### Task requirements:
Go through the lines below. Copy those with "Cibarusah".

Input data: Begin

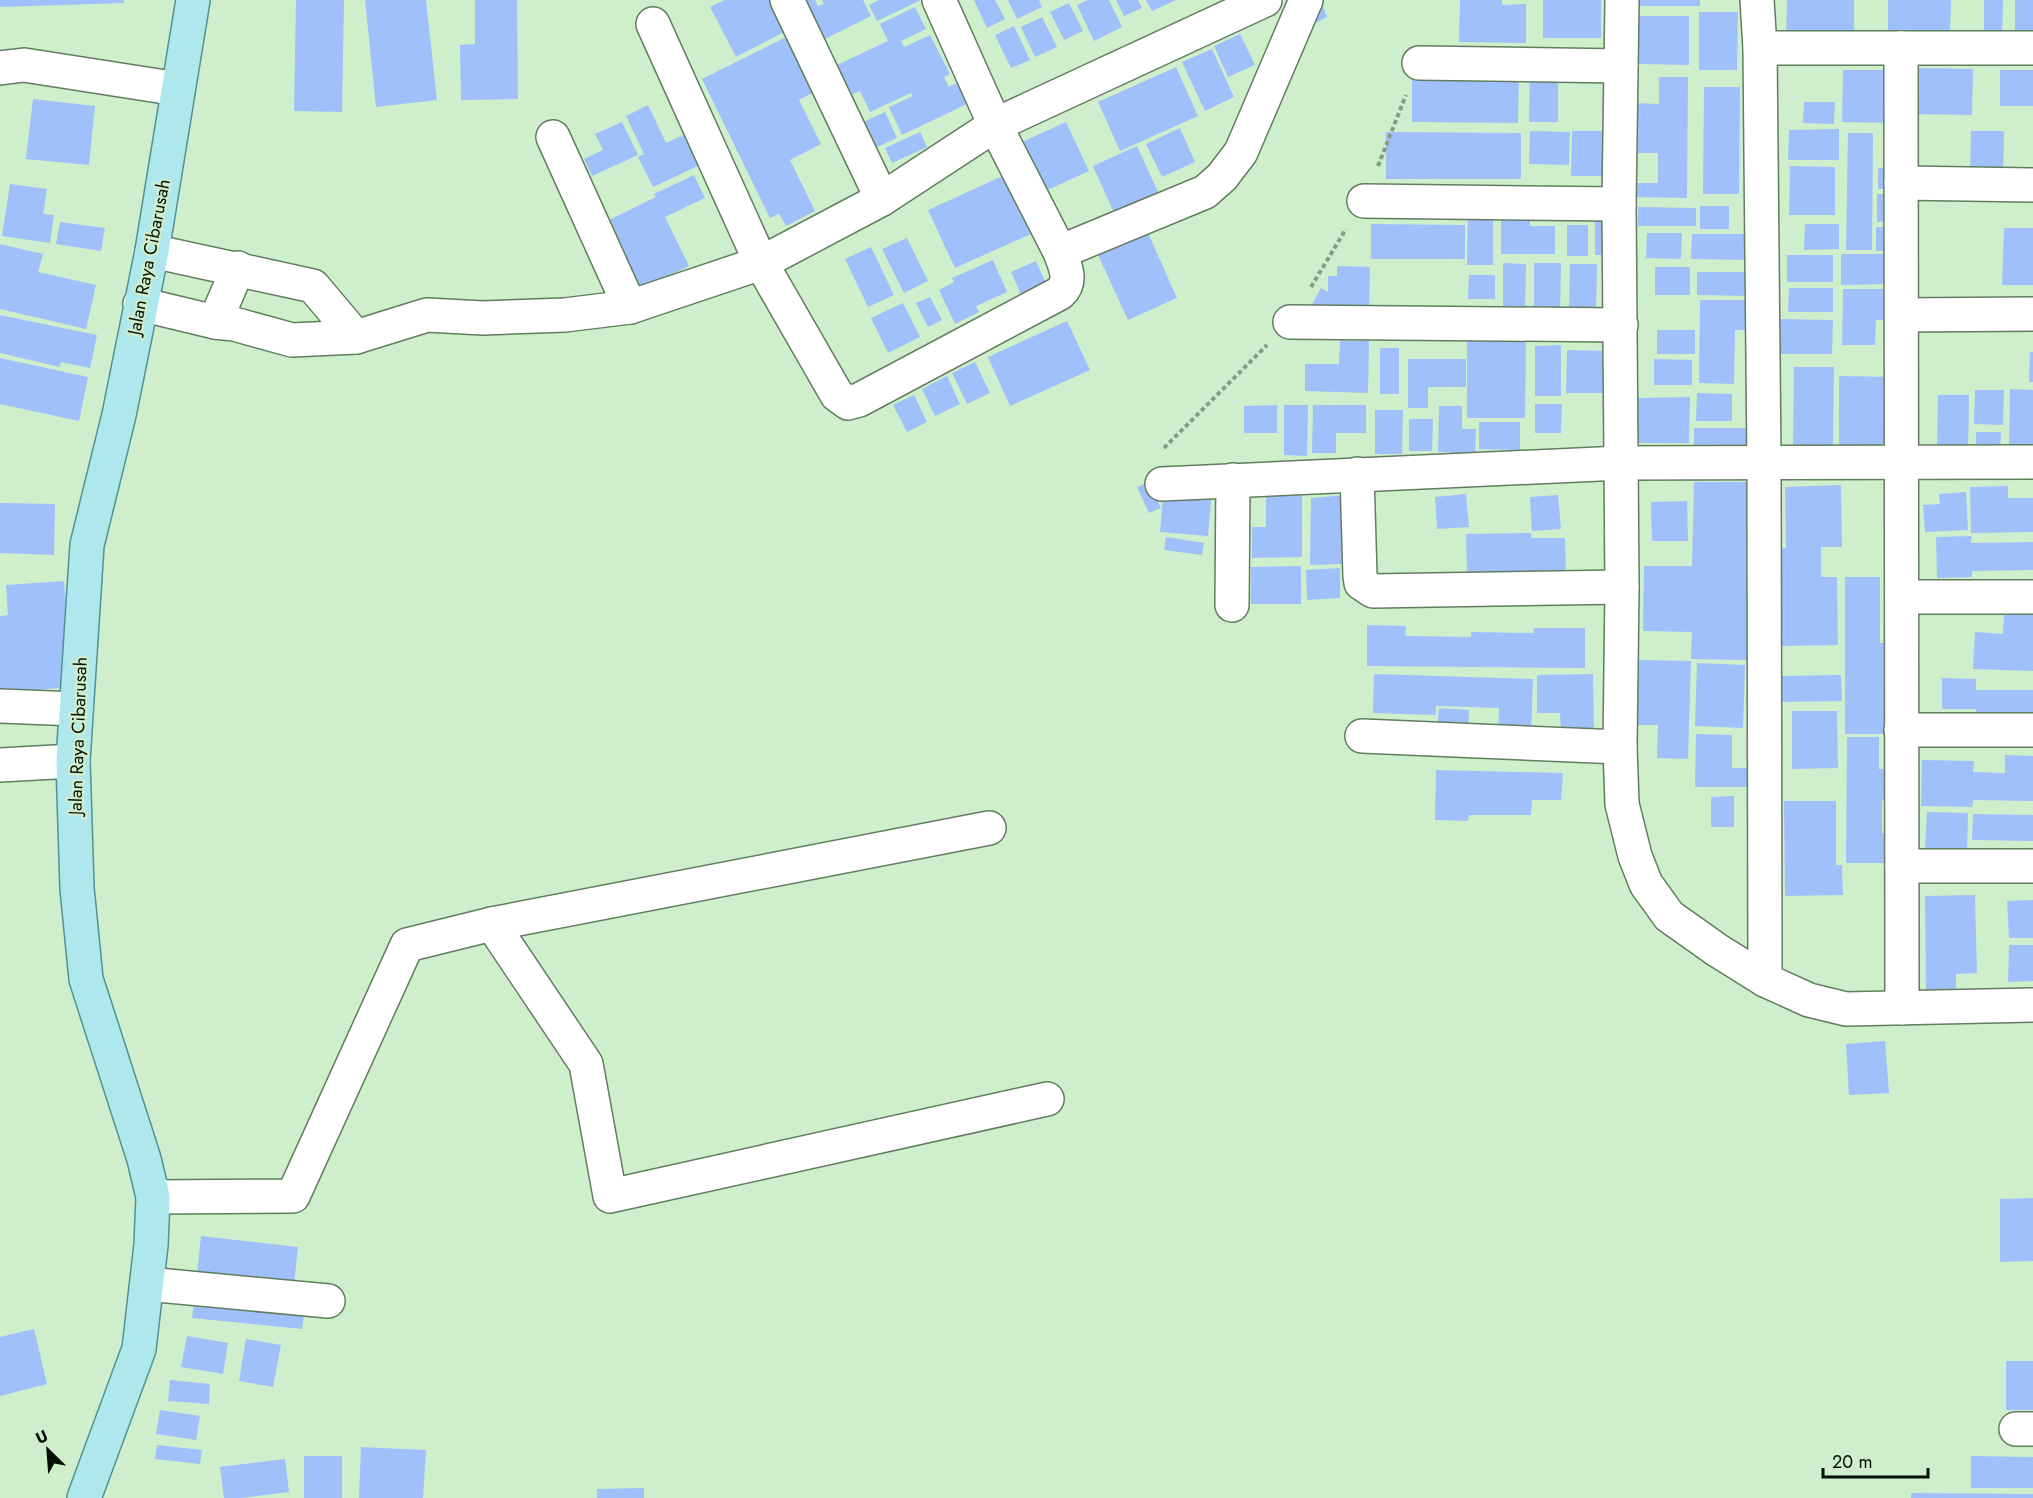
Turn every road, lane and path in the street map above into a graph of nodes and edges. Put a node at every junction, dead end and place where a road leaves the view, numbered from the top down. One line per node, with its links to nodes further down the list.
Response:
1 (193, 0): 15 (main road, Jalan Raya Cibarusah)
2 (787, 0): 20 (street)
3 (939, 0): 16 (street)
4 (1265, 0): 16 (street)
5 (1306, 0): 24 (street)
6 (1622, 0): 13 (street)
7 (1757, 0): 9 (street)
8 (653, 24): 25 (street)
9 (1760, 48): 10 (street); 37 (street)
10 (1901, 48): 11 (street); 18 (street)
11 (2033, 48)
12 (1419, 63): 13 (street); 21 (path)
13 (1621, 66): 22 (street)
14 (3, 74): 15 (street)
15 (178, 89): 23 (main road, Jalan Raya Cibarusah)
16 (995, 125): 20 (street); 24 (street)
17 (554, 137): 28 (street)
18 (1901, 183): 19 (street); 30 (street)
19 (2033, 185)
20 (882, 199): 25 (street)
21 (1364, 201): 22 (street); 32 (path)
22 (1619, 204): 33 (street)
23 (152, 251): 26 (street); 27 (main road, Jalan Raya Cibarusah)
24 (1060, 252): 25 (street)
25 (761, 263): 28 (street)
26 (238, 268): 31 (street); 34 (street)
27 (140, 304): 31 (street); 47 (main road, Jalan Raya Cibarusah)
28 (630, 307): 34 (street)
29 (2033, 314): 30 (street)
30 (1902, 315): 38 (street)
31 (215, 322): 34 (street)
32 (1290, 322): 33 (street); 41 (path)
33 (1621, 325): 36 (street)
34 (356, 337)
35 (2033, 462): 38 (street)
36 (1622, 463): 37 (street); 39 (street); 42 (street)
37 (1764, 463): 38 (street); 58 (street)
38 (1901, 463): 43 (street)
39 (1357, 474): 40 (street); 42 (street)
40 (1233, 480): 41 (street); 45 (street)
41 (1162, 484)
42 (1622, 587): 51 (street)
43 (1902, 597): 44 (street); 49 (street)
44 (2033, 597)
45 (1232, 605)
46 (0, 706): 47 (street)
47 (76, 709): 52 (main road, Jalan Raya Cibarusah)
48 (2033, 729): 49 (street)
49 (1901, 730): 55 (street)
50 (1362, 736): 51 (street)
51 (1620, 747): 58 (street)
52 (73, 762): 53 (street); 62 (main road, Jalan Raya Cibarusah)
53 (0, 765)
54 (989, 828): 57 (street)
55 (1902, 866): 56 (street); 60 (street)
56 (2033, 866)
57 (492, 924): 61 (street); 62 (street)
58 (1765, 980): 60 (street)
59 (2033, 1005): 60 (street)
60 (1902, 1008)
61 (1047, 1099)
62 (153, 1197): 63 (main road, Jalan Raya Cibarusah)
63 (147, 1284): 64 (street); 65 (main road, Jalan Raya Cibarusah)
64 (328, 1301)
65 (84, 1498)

Input data: End

### Worked solution:
1 (193, 0): 15 (main road, Jalan Raya Cibarusah)
15 (178, 89): 23 (main road, Jalan Raya Cibarusah)
23 (152, 251): 26 (street); 27 (main road, Jalan Raya Cibarusah)
27 (140, 304): 31 (street); 47 (main road, Jalan Raya Cibarusah)
47 (76, 709): 52 (main road, Jalan Raya Cibarusah)
52 (73, 762): 53 (street); 62 (main road, Jalan Raya Cibarusah)
62 (153, 1197): 63 (main road, Jalan Raya Cibarusah)
63 (147, 1284): 64 (street); 65 (main road, Jalan Raya Cibarusah)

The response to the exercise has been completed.